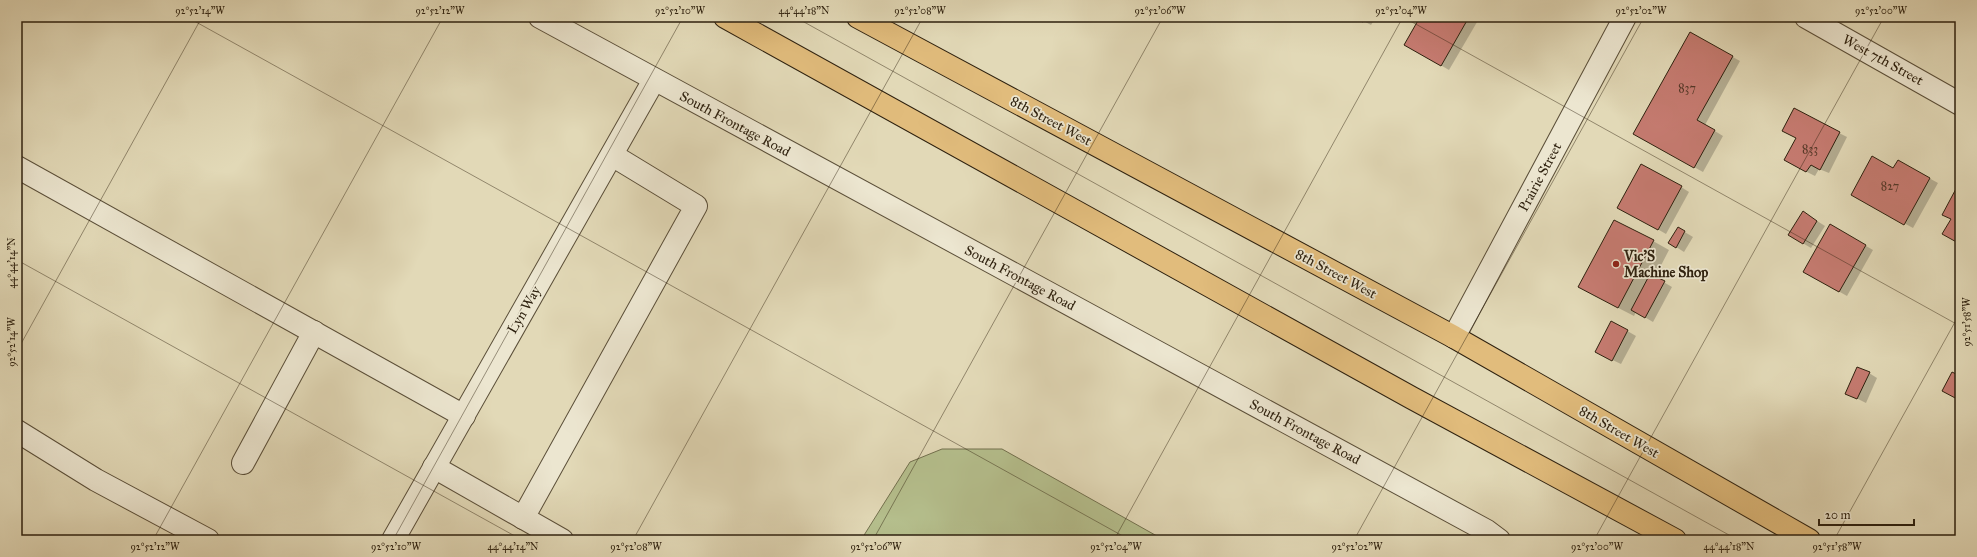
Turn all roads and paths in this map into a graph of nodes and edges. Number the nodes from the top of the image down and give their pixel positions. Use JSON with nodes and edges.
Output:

==

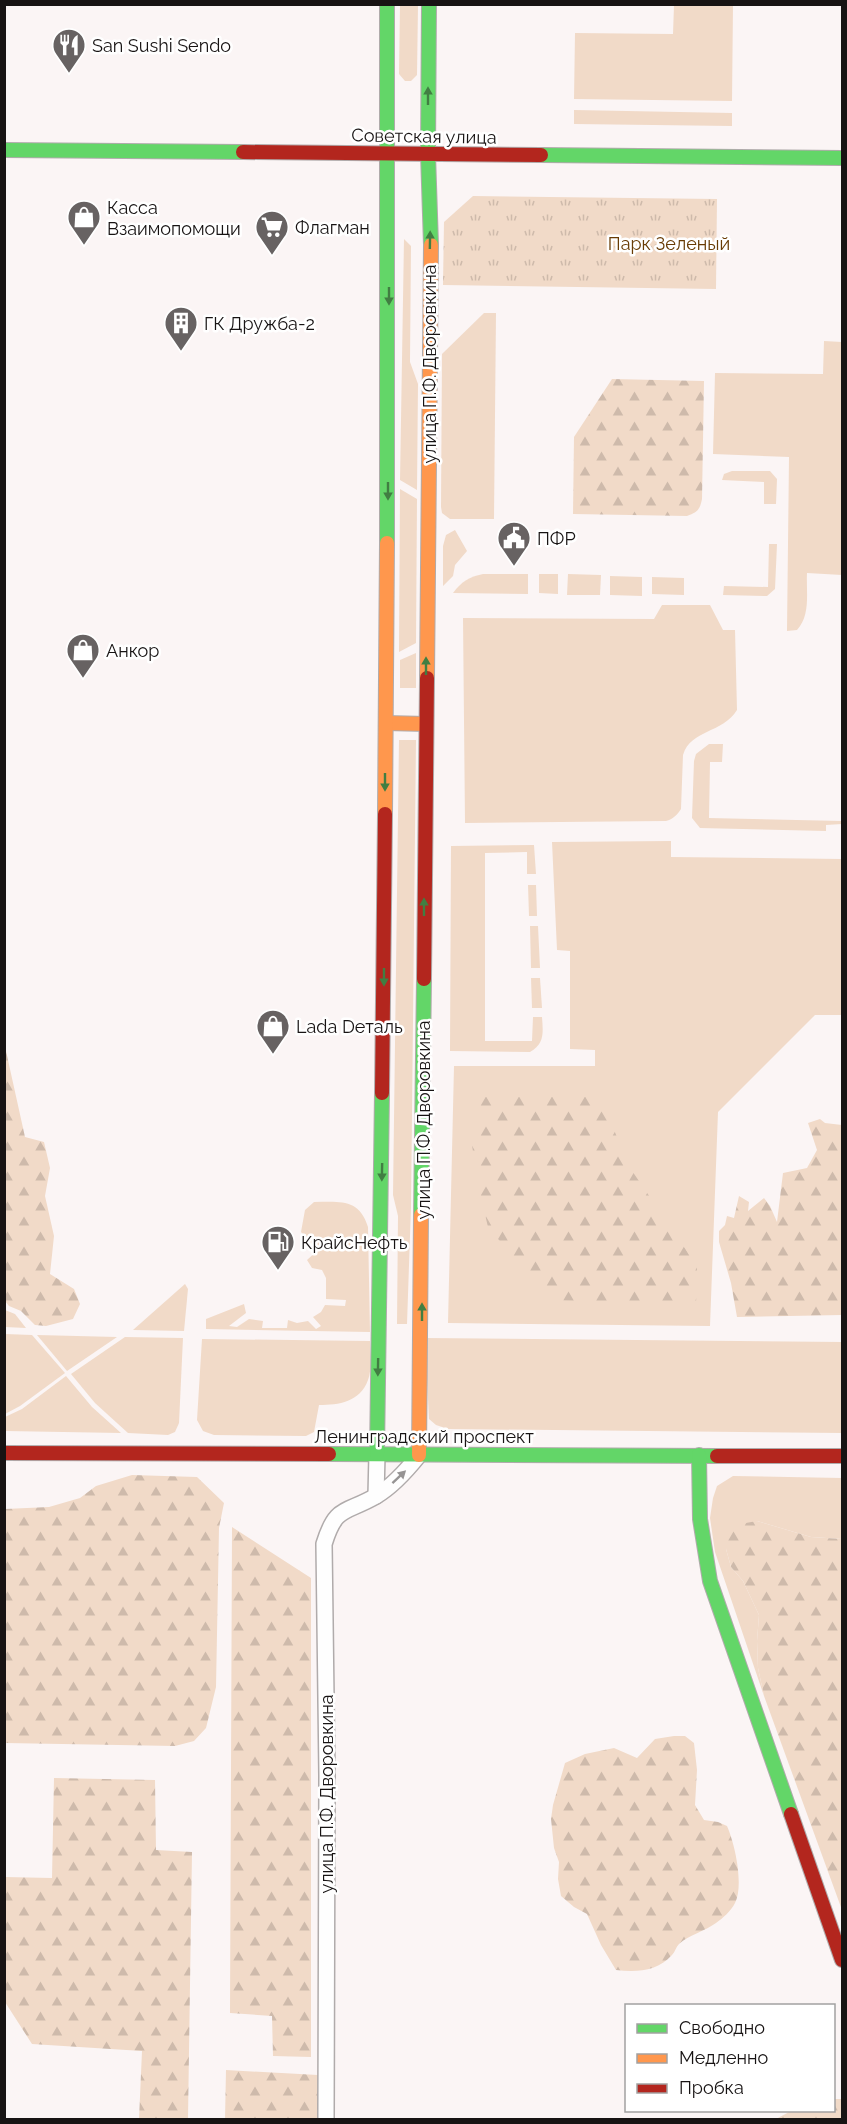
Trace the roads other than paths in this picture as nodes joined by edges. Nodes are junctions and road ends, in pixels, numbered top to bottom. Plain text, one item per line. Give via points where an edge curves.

==

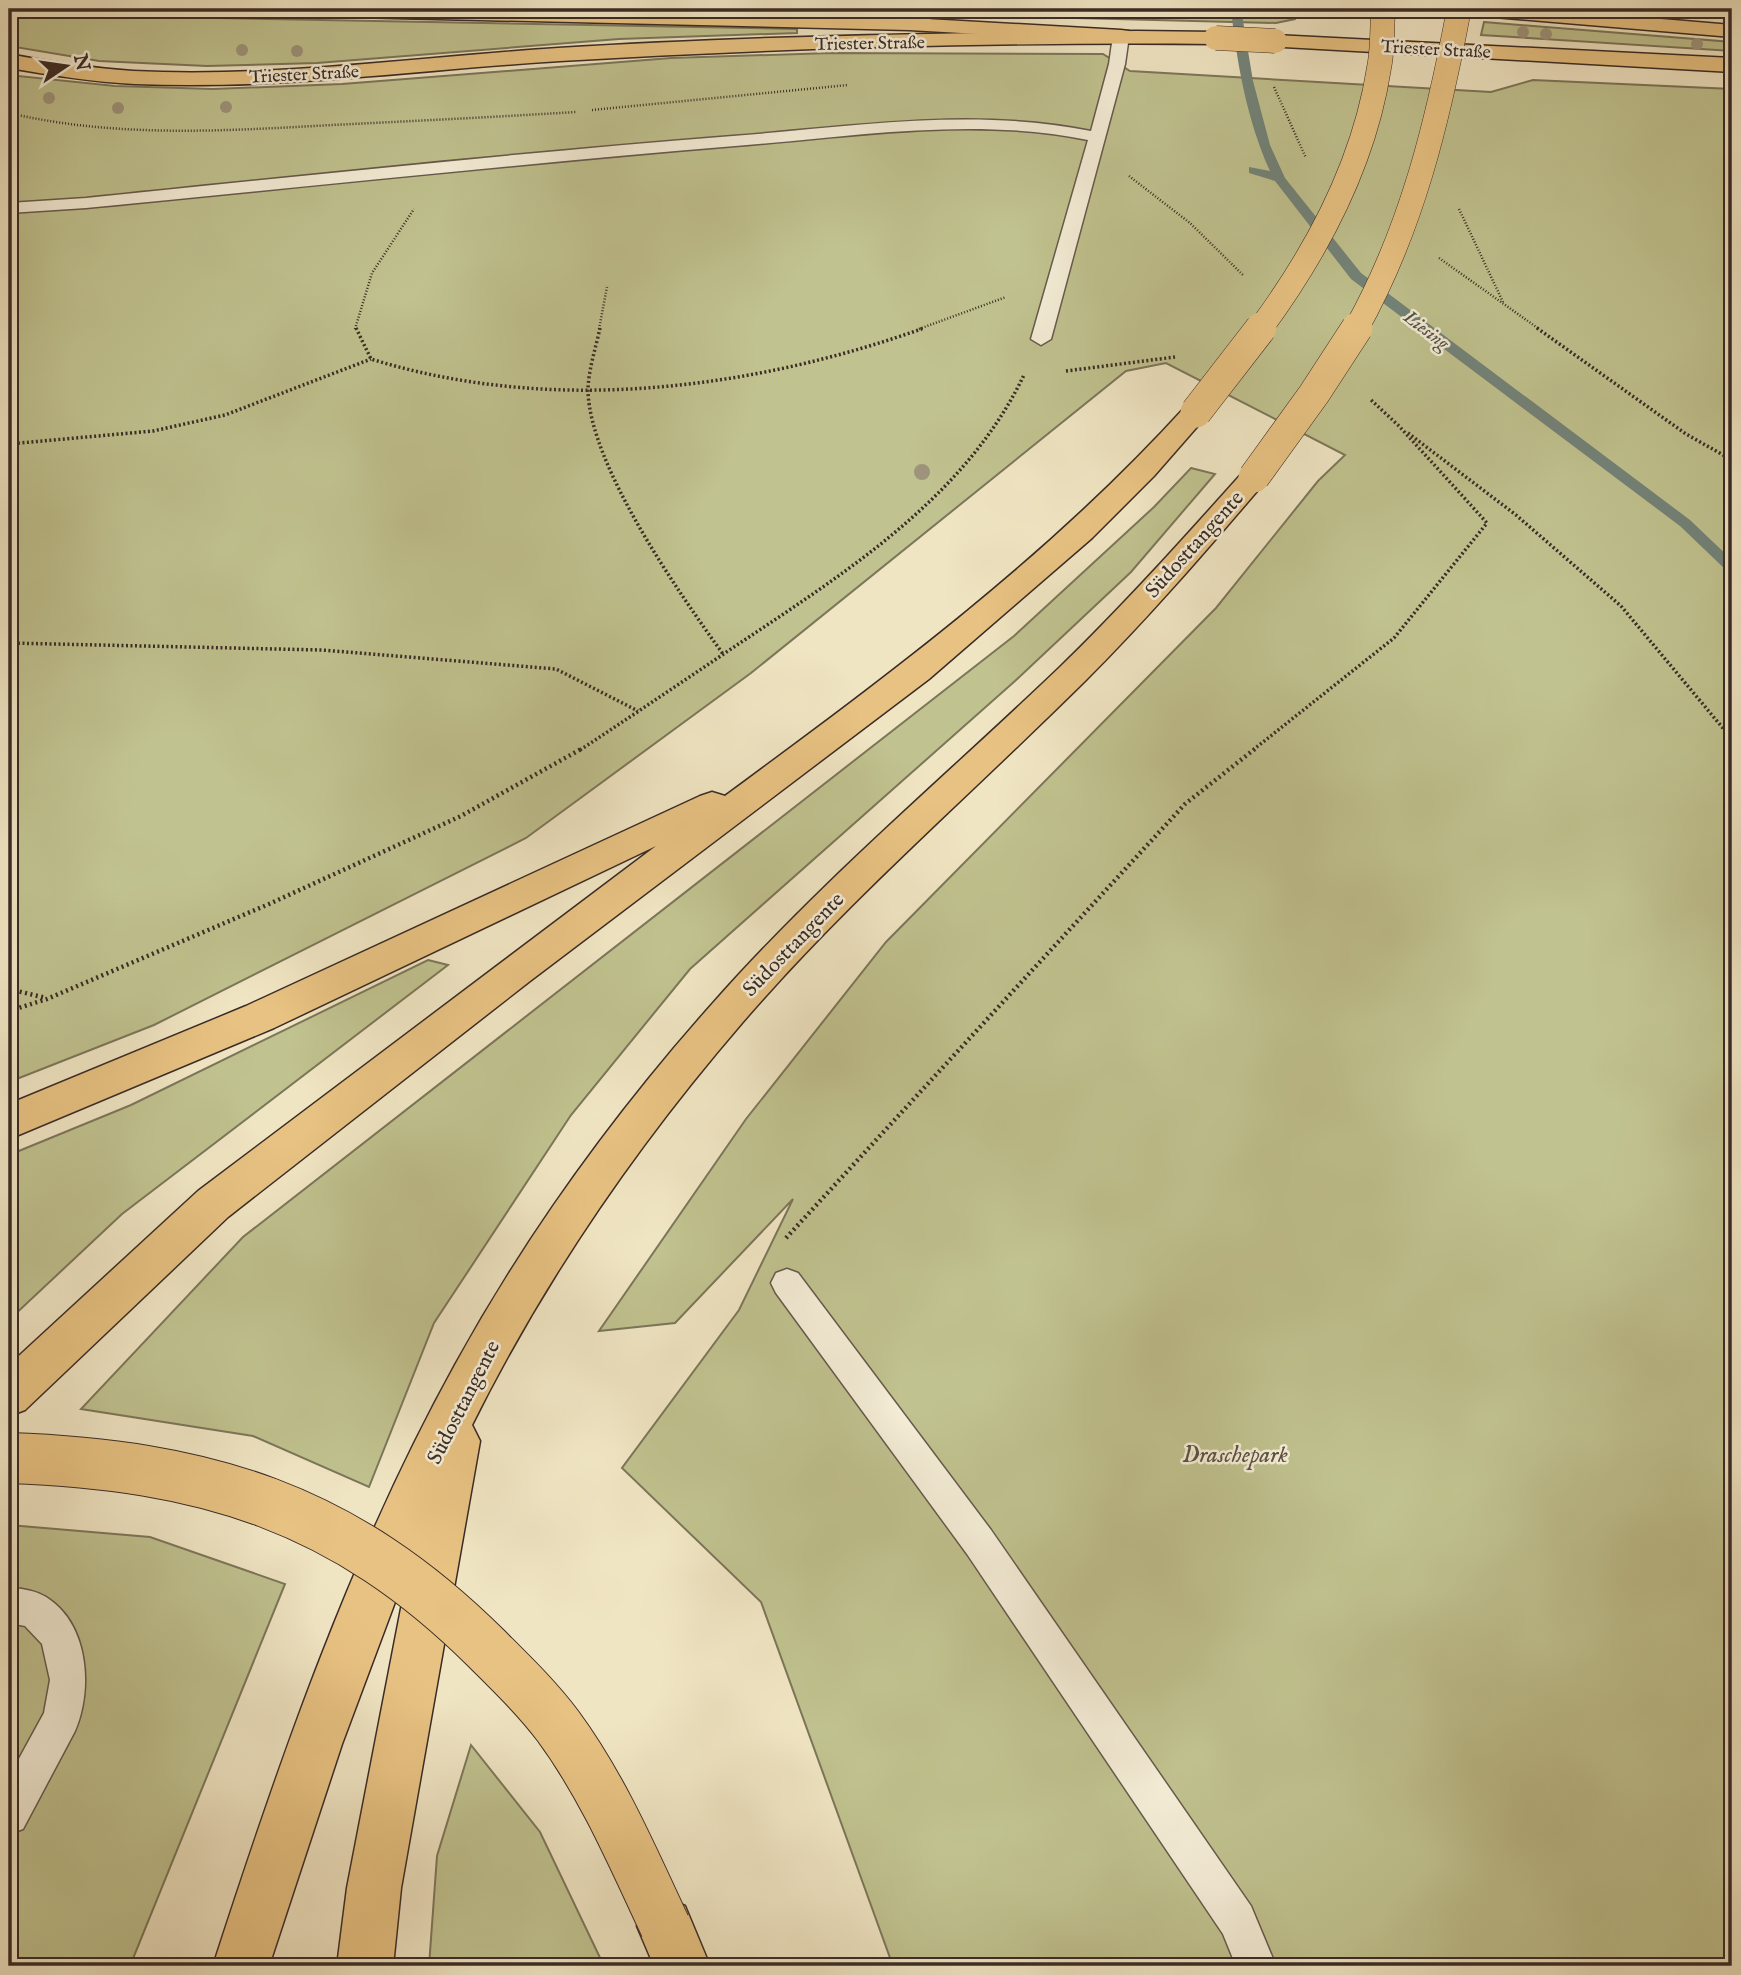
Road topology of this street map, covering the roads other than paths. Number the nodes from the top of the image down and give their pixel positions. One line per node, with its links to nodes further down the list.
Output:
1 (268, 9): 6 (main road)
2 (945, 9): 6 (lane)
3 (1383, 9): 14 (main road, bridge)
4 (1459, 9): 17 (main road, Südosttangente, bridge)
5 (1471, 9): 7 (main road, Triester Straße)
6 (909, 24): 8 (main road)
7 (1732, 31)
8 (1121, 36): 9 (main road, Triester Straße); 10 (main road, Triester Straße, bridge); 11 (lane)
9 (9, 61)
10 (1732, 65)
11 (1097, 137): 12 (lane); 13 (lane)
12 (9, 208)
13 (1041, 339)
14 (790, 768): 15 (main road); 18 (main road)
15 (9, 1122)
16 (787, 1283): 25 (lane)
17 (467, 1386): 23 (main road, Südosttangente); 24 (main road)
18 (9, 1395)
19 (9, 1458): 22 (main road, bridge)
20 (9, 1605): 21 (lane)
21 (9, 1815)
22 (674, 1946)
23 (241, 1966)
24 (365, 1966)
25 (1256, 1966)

== WHAT IS NEEDED ==
I need every line of the material that includes "other", so please copy them out.

== RESPONSE AREA ==
Trace the roads other than paths in this picture as nodes joined by edges. Nodes are junctions and road ends, in pixels, numbered top to bottom. Plain text, one item per line. Give via points where an edge curves.
Road topology of this street map, covering the roads other than paths. Number the nodes from the top of the image down and give their pixel positions. One line per node, with its links to nodes further down the list.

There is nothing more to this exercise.